Exercise: Repeat exactly the opening lines of the records, ending with the line that contains "I need the junctions".

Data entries

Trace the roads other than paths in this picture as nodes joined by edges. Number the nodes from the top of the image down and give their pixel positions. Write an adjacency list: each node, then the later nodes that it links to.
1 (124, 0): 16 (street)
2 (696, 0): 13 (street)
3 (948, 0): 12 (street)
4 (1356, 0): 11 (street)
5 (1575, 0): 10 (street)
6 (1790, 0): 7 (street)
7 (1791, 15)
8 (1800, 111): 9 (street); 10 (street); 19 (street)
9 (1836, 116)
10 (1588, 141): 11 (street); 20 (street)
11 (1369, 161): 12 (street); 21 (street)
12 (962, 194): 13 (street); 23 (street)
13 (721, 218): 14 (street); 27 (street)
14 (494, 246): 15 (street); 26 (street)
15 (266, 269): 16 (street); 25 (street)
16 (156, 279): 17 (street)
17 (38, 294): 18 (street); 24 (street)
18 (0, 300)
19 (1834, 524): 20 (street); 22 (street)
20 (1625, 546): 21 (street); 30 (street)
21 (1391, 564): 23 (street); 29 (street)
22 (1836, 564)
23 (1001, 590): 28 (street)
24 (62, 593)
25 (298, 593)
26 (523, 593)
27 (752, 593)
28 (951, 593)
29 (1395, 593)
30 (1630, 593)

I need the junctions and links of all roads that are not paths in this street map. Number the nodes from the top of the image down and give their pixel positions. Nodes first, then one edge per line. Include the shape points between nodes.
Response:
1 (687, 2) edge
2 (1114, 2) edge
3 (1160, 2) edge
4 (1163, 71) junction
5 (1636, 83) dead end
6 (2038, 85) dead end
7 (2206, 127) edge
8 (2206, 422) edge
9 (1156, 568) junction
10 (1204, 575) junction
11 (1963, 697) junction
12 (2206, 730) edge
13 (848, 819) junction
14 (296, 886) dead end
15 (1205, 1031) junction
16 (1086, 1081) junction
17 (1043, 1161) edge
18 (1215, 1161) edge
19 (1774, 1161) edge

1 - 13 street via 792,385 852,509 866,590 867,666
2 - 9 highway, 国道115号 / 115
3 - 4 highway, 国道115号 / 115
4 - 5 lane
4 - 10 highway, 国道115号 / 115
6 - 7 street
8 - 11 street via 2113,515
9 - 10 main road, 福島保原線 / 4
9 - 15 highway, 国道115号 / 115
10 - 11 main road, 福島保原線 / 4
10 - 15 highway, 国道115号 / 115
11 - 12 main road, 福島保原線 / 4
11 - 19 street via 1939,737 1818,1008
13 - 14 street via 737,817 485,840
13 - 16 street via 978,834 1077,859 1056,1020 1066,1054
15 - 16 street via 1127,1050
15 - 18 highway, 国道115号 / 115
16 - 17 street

Reply:
Trace the roads other than paths in this picture as nodes joined by edges. Number the nodes from the top of the image down and give their pixel positions. Write an adjacency list: each node, then the later nodes that it links to.
1 (124, 0): 16 (street)
2 (696, 0): 13 (street)
3 (948, 0): 12 (street)
4 (1356, 0): 11 (street)
5 (1575, 0): 10 (street)
6 (1790, 0): 7 (street)
7 (1791, 15)
8 (1800, 111): 9 (street); 10 (street); 19 (street)
9 (1836, 116)
10 (1588, 141): 11 (street); 20 (street)
11 (1369, 161): 12 (street); 21 (street)
12 (962, 194): 13 (street); 23 (street)
13 (721, 218): 14 (street); 27 (street)
14 (494, 246): 15 (street); 26 (street)
15 (266, 269): 16 (street); 25 (street)
16 (156, 279): 17 (street)
17 (38, 294): 18 (street); 24 (street)
18 (0, 300)
19 (1834, 524): 20 (street); 22 (street)
20 (1625, 546): 21 (street); 30 (street)
21 (1391, 564): 23 (street); 29 (street)
22 (1836, 564)
23 (1001, 590): 28 (street)
24 (62, 593)
25 (298, 593)
26 (523, 593)
27 (752, 593)
28 (951, 593)
29 (1395, 593)
30 (1630, 593)

I need the junctions and links of all roads that are not paths in this street map. Number the nodes from the top of the image down and give their pixel positions. Nodes first, then one edge per line. Include the shape points between nodes.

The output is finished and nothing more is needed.